A partir du moment où une infrastructure minimale existe, l’offre en places de stationnement pour les véhicules de camping ou les tentes peut devenir une source de revenu annexe intéressante. Sur son domaine, Kari Bürgi élève un troupeau de vaches mères zébus et propose une offre de restauration pour les événements. L’agriculteur a par ailleurs créé trois places de stationnement pour véhicules de camping à proximité de sa ferme. Comme l’exploitation dispose déjà d’un local utilisé pour des événements et de l’infrastructure qui en fait partie avec un WC pour les hôtes, les services de l’aménagement du territoire ont autorisé la création de trois places de stationnement à titre d’activité annexe.
Kari Bürgi, agriculteur« La saison dernière, nous avons enregistré 300 locations pour des véhicules de camping »
A 800 m d’altitude, ses hôtes jouissent d’une magnifique vue sur le Rigi, le Mythen ainsi que sur les lacs de Zoug et de Lauerz, loin du tumulte des grands campings. La place de stationnement dispose de l’électricité et d’un gril. L’agriculteur à temps partiel de Suisse centrale demande 40 francs par nuit et par place de camping. Il s’est lancé dans l’accueil de campeurs il y a quatre ans et profite du boom actuel : « La saison dernière, nous avons enregistré 300 locations pour des véhicules de camping », se réjouit Kari Bürgi. Cette activité lui a permis de compenser en grande partie la baisse de chiffre d’affaires enregistrée dans la restauration.
Un organisme professionnel enregistre les réservations
Les débuts ont été un peu compliqués pour cet hôtelier en tourisme rural. La collaboration avec les plateformes de réservation, en particulier, lui a coûté pas mal d’efforts. « Souvent, des prestataires internationaux ont effectué des réservations sans qu’aucun campeur ne se présente », se rappelle-t-il. Depuis, Kari Bürgi a confié les réservations à Nomady, une plateforme suisse. Située à Einsiedeln (SZ), cette start-up de camping en pleine nature propose actuellement une offre de 180 places de camping en Suisse centrale ainsi que dans la région de Napf et les Grisons. Elle mise surtout sur les activités en plein air et sur l’exclusivité.
Oliver Huber, Nomady« Notre offre s’adresse aux touristes pri vilégiant la qualité. »
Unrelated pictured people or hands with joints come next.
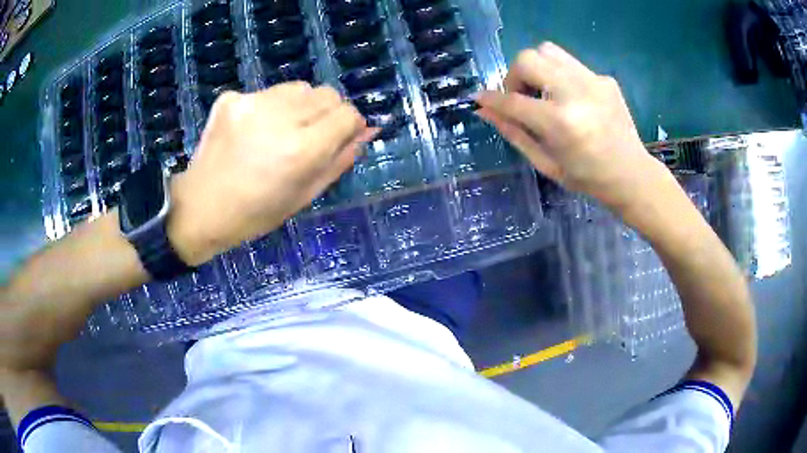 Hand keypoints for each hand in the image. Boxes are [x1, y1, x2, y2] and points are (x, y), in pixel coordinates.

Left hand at [168, 82, 375, 264]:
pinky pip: (268, 92)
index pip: (348, 114)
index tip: (339, 138)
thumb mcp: (304, 196)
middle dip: (327, 113)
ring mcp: (252, 102)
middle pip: (327, 94)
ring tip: (279, 132)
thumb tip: (366, 132)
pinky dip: (270, 108)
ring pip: (299, 88)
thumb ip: (339, 160)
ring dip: (300, 106)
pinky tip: (253, 131)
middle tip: (307, 138)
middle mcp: (281, 117)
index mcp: (302, 150)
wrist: (200, 207)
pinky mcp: (232, 97)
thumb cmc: (255, 213)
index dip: (349, 125)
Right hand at [475, 42, 669, 211]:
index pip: (512, 100)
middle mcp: (575, 93)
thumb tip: (485, 111)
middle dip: (515, 76)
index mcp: (559, 122)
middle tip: (522, 96)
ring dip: (536, 68)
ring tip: (544, 91)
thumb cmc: (587, 177)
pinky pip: (571, 64)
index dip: (491, 98)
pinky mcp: (604, 78)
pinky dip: (560, 76)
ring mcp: (593, 81)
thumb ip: (514, 132)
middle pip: (528, 59)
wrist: (632, 174)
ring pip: (548, 51)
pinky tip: (571, 99)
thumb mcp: (546, 163)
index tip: (479, 98)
Contrairement à leurs concurrents internationaux, les responsables de cette start-up connaissent les agricultrices et les agriculteurs proposant une activité d’accueil et sont en contact direct avec eux, en cas de besoin. « Nous souhaitons toucher les touristes individuels souhaitant des prestations de qualité tout en vivant une expérience dans la nature en laissant le moins de traces possible », précise le fondateur et directeur de Nomady, Oliver Huber. Les personnes qui réservent une place de camping via Nomady ne s’engagent pas seulement à respecter les conditions générales : elles concluent aussi un pacte pour le respect de la nature et de l’environnement. Nomady concentre par conséquent ses efforts sur des prestataires privilégiant le tourisme durable et proposant des emplacements attrayants. « Pour nous, il serait bien sûr hors de question de proposer un emplacement de camping à proximité d’une fosse à purin », relève Oliver Huber.
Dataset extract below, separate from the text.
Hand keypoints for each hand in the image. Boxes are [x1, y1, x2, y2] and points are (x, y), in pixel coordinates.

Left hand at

Cette prestation n’est gratuite ni pour les campeurs ni pour les personnes proposant des emplacements. Pour ses prestations, Nomady prélève un forfait de 15 %. Kari Bürgi estime néanmoins qu’il s’agit d’une bonne solution : « Tout est réglé de manière précise et la charge administrative est pratiquement nulle pour moi », constate-t-il. La personne proposant des places de camping peut choisir parmi trois conditions d’annulation : trois jours, dix jours ou pas du tout. Kari Bürgi a opté pour une solution médiane : « Comme toutes les réservations se font par prépaiement, on est payé, même si quelqu’un annule au dernier moment ou ne vient pas du tout. »
Zone grise en dehors de la zone à bâtir
Accueillir des campeurs n’est pas toujours de tout repos. En règle générale, de tels changements d’affectation hors zone à bâtir ne sont pas conformes à la zone.
Hansueli Schaub, Agriexpert« Les personnes souhaitant faire de l’accueil de campeurs une activité professionnelle devraient impérativement le faire en collaboration avec leur commune. »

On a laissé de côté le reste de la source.